For this exercise, set down all the records exactly as given.
====================
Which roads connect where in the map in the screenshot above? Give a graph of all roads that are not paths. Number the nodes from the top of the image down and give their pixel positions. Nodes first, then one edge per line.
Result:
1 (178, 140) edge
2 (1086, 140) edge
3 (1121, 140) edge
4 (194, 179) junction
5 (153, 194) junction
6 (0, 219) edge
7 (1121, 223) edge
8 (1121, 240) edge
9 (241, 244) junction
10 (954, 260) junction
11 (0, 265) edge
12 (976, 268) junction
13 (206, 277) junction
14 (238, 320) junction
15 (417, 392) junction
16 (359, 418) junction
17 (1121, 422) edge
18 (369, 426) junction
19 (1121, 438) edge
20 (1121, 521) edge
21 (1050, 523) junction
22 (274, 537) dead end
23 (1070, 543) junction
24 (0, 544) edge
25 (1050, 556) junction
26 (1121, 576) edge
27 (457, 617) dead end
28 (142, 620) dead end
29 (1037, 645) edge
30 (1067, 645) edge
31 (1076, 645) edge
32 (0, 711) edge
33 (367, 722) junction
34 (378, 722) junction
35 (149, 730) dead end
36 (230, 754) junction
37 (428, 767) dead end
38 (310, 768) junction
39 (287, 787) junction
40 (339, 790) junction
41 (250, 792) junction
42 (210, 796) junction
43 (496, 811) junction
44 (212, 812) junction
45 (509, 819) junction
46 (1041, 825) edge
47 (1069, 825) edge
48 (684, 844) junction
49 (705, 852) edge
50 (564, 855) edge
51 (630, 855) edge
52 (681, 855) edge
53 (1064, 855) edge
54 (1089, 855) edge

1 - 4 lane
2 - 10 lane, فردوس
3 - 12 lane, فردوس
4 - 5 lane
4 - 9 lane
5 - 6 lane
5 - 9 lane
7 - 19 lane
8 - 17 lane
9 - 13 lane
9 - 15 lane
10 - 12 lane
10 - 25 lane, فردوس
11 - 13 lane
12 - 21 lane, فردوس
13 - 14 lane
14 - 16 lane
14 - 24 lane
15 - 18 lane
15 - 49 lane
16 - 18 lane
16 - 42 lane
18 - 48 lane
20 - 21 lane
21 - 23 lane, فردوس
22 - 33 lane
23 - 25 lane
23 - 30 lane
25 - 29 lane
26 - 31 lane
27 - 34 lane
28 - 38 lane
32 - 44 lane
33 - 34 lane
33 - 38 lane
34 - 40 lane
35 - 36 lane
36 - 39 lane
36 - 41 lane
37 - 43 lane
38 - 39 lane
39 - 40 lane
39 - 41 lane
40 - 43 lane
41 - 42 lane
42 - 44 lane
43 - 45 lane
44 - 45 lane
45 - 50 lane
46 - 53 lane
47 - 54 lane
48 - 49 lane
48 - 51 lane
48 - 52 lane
====================
• [REPLY TO THE EXERCISE]
Which roads connect where in the map in the screenshot above? Give a graph of all roads that are not paths. Number the nodes from the top of the image down and give their pixel positions. Nodes first, then one edge per line.
Result:
1 (178, 140) edge
2 (1086, 140) edge
3 (1121, 140) edge
4 (194, 179) junction
5 (153, 194) junction
6 (0, 219) edge
7 (1121, 223) edge
8 (1121, 240) edge
9 (241, 244) junction
10 (954, 260) junction
11 (0, 265) edge
12 (976, 268) junction
13 (206, 277) junction
14 (238, 320) junction
15 (417, 392) junction
16 (359, 418) junction
17 (1121, 422) edge
18 (369, 426) junction
19 (1121, 438) edge
20 (1121, 521) edge
21 (1050, 523) junction
22 (274, 537) dead end
23 (1070, 543) junction
24 (0, 544) edge
25 (1050, 556) junction
26 (1121, 576) edge
27 (457, 617) dead end
28 (142, 620) dead end
29 (1037, 645) edge
30 (1067, 645) edge
31 (1076, 645) edge
32 (0, 711) edge
33 (367, 722) junction
34 (378, 722) junction
35 (149, 730) dead end
36 (230, 754) junction
37 (428, 767) dead end
38 (310, 768) junction
39 (287, 787) junction
40 (339, 790) junction
41 (250, 792) junction
42 (210, 796) junction
43 (496, 811) junction
44 (212, 812) junction
45 (509, 819) junction
46 (1041, 825) edge
47 (1069, 825) edge
48 (684, 844) junction
49 (705, 852) edge
50 (564, 855) edge
51 (630, 855) edge
52 (681, 855) edge
53 (1064, 855) edge
54 (1089, 855) edge

1 - 4 lane
2 - 10 lane, فردوس
3 - 12 lane, فردوس
4 - 5 lane
4 - 9 lane
5 - 6 lane
5 - 9 lane
7 - 19 lane
8 - 17 lane
9 - 13 lane
9 - 15 lane
10 - 12 lane
10 - 25 lane, فردوس
11 - 13 lane
12 - 21 lane, فردوس
13 - 14 lane
14 - 16 lane
14 - 24 lane
15 - 18 lane
15 - 49 lane
16 - 18 lane
16 - 42 lane
18 - 48 lane
20 - 21 lane
21 - 23 lane, فردوس
22 - 33 lane
23 - 25 lane
23 - 30 lane
25 - 29 lane
26 - 31 lane
27 - 34 lane
28 - 38 lane
32 - 44 lane
33 - 34 lane
33 - 38 lane
34 - 40 lane
35 - 36 lane
36 - 39 lane
36 - 41 lane
37 - 43 lane
38 - 39 lane
39 - 40 lane
39 - 41 lane
40 - 43 lane
41 - 42 lane
42 - 44 lane
43 - 45 lane
44 - 45 lane
45 - 50 lane
46 - 53 lane
47 - 54 lane
48 - 49 lane
48 - 51 lane
48 - 52 lane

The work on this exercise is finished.